━━ Data to use

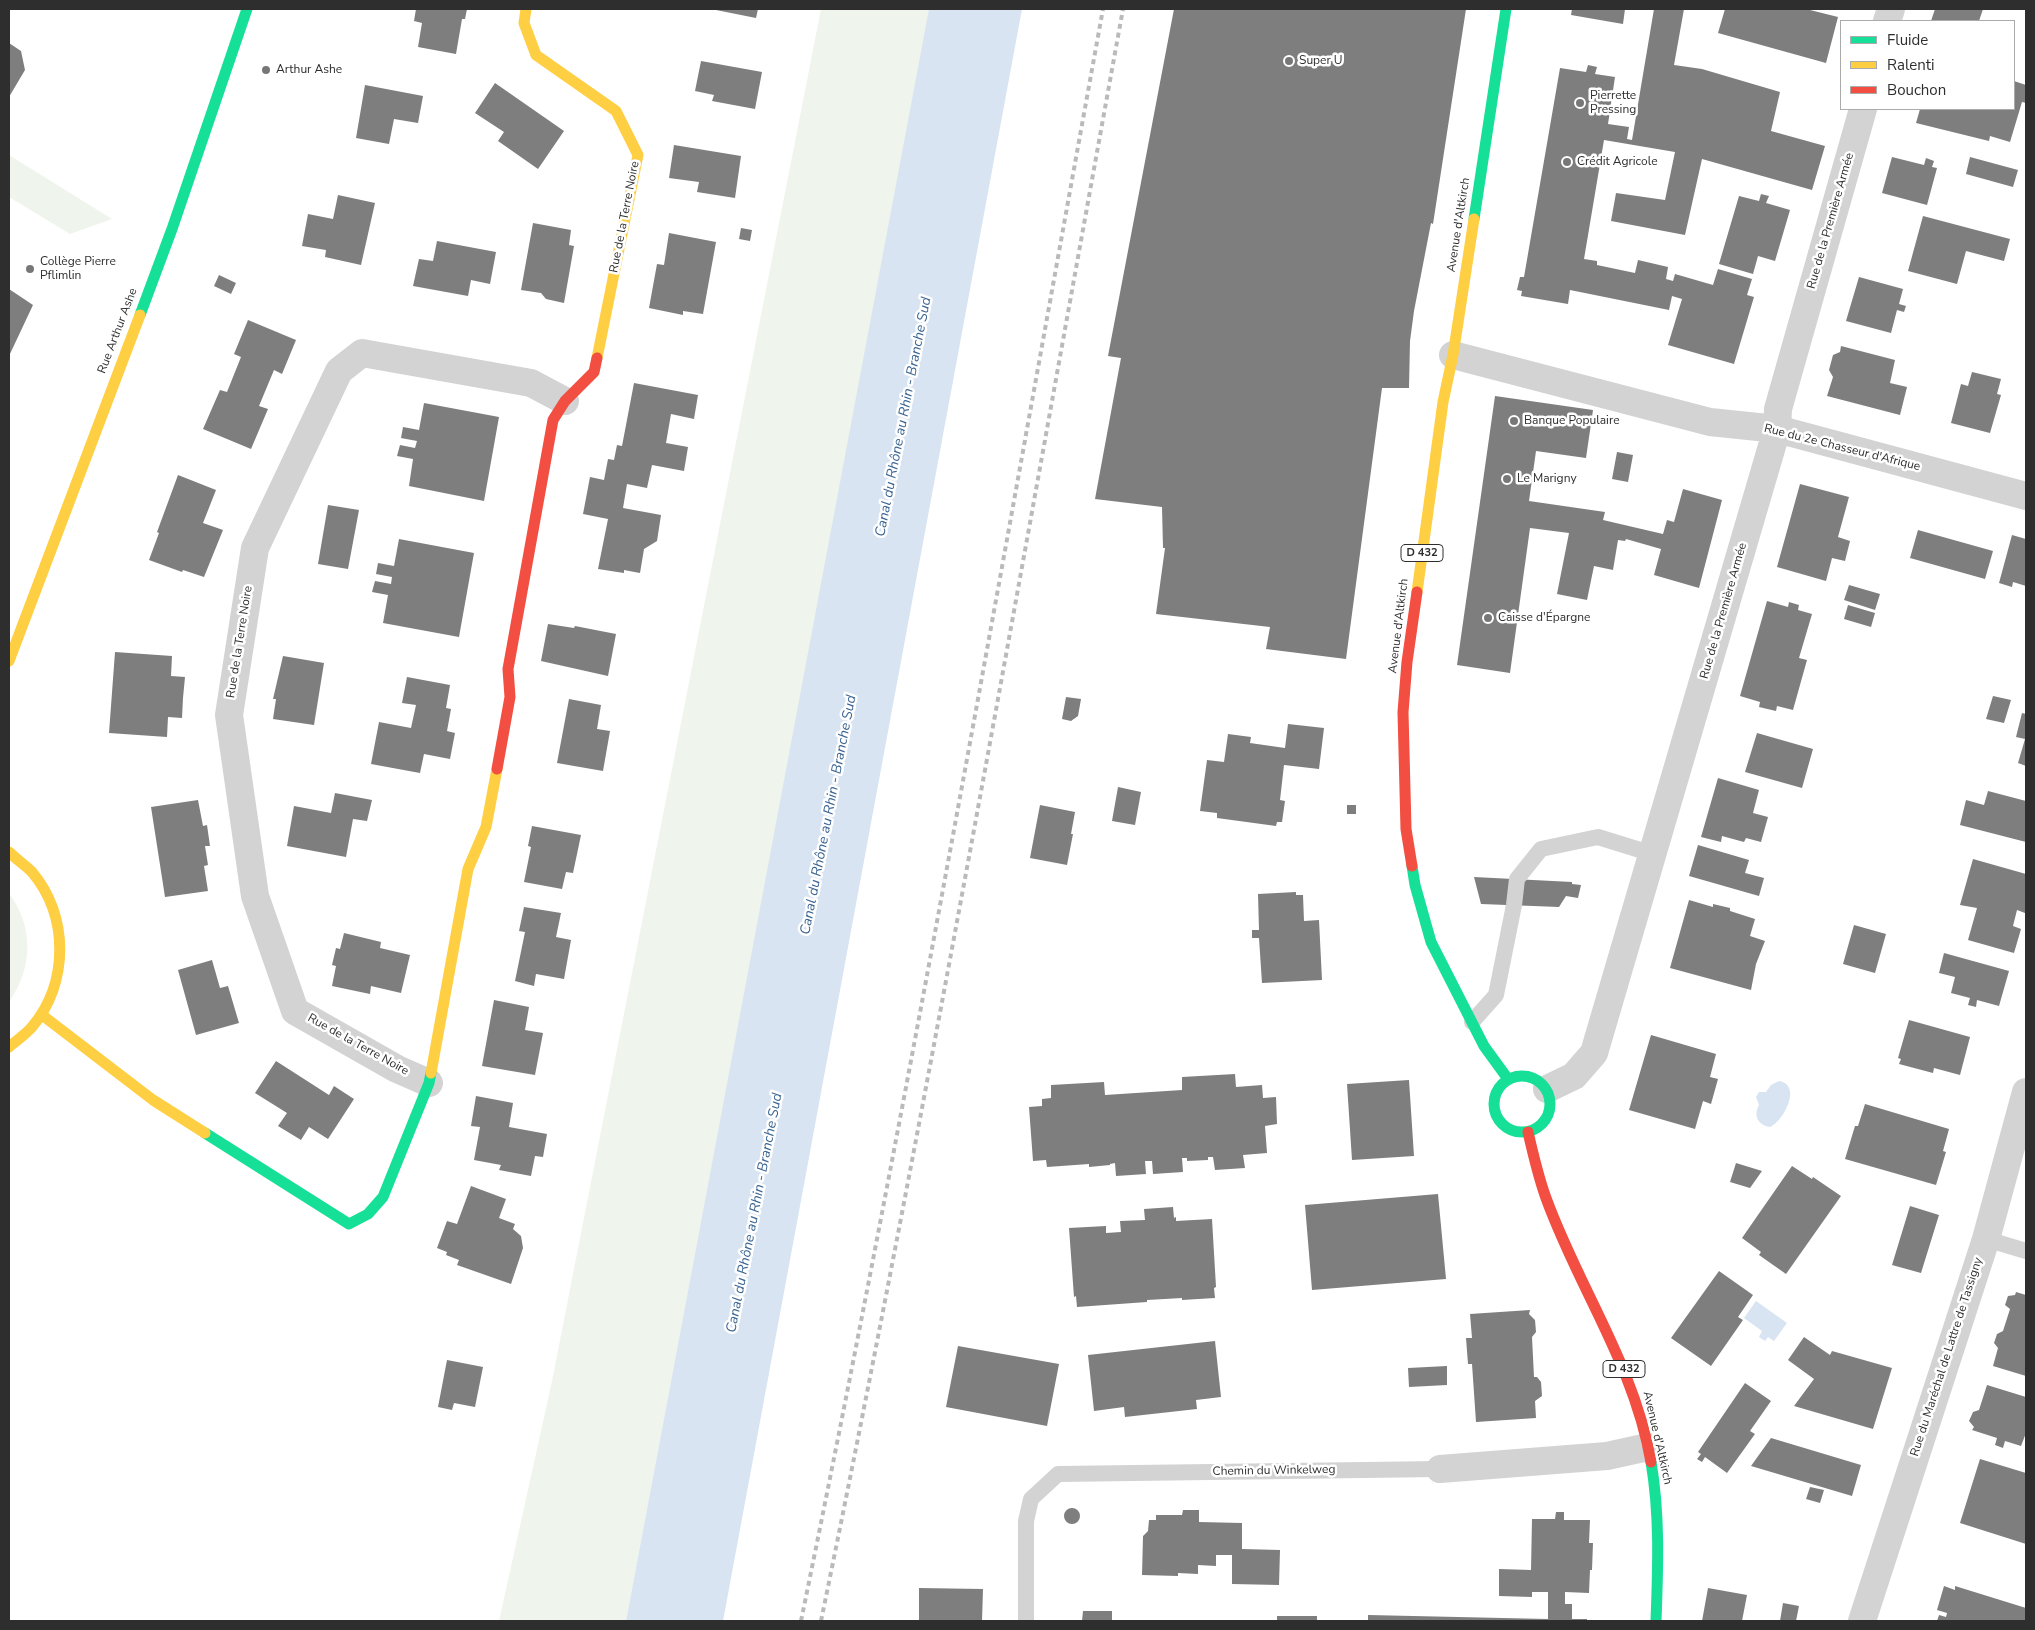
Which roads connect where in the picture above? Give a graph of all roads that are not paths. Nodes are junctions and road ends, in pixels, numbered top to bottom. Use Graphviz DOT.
graph roads {
  1 [pos="247,9"];
  2 [pos="526,9"];
  3 [pos="1506,9"];
  4 [pos="1862,110"];
  5 [pos="1453,355"];
  6 [pos="565,401"];
  7 [pos="1777,429"];
  8 [pos="2026,496"];
  9 [pos="9,661"];
  10 [pos="9,852"];
  11 [pos="1652,854"];
  12 [pos="42,1015"];
  13 [pos="1472,1022"];
  14 [pos="9,1047"];
  15 [pos="1508,1079"];
  16 [pos="429,1082"];
  17 [pos="1547,1089"];
  18 [pos="2026,1092"];
  19 [pos="1528,1132"];
  20 [pos="1986,1239"];
  21 [pos="2026,1250"];
  22 [pos="1648,1446"];
  23 [pos="1440,1468"];
  24 [pos="1026,1621"];
  25 [pos="1656,1621"];
  26 [pos="1862,1621"];
  1 -- 9 [label="main road, Rue Arthur Ashe"];
  2 -- 6 [label="main road, Rue de la Terre Noire"];
  3 -- 5 [label="main road, Avenue d'Altkirch / D 432"];
  4 -- 7 [label="street, Rue de la Première Armée"];
  5 -- 7 [label="street, Rue du 2e Chasseur d'Afrique"];
  5 -- 13 [label="main road, Avenue d'Altkirch / D 432"];
  6 -- 16 [label="main road, Rue de la Terre Noire"];
  6 -- 16 [label="street, Rue de la Terre Noire"];
  7 -- 8 [label="street, Rue du 2e Chasseur d'Afrique"];
  7 -- 11 [label="street, Rue de la Première Armée"];
  10 -- 12 [label="main road"];
  11 -- 13 [label="lane"];
  11 -- 17 [label="street, Rue de la Première Armée"];
  12 -- 14 [label="main road"];
  12 -- 16 [label="main road, Rue de la Terre Noire"];
  13 -- 15 [label="main road, Avenue d'Altkirch / D 432"];
  15 -- 17 [label="main road"];
  15 -- 19 [label="main road"];
  17 -- 19 [label="main road"];
  18 -- 20 [label="street, Rue du Maréchal de Lattre de Tassigny"];
  19 -- 22 [label="main road, Avenue d'Altkirch / D 432"];
  20 -- 21 [label="lane"];
  20 -- 26 [label="street, Rue du Maréchal de Lattre de Tassigny"];
  22 -- 23 [label="street, Chemin du Winkelweg"];
  22 -- 25 [label="main road, Avenue d'Altkirch / D 432"];
  23 -- 24 [label="lane, Chemin du Winkelweg"];
}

━━━━

§ **The task**: For each line above that includes "graph", make a copy.

§ **Output below**:
Which roads connect where in the picture above? Give a graph of all roads that are not paths. Nodes are junctions and road ends, in pixels, numbered top to bottom. Use Graphviz DOT.
graph roads {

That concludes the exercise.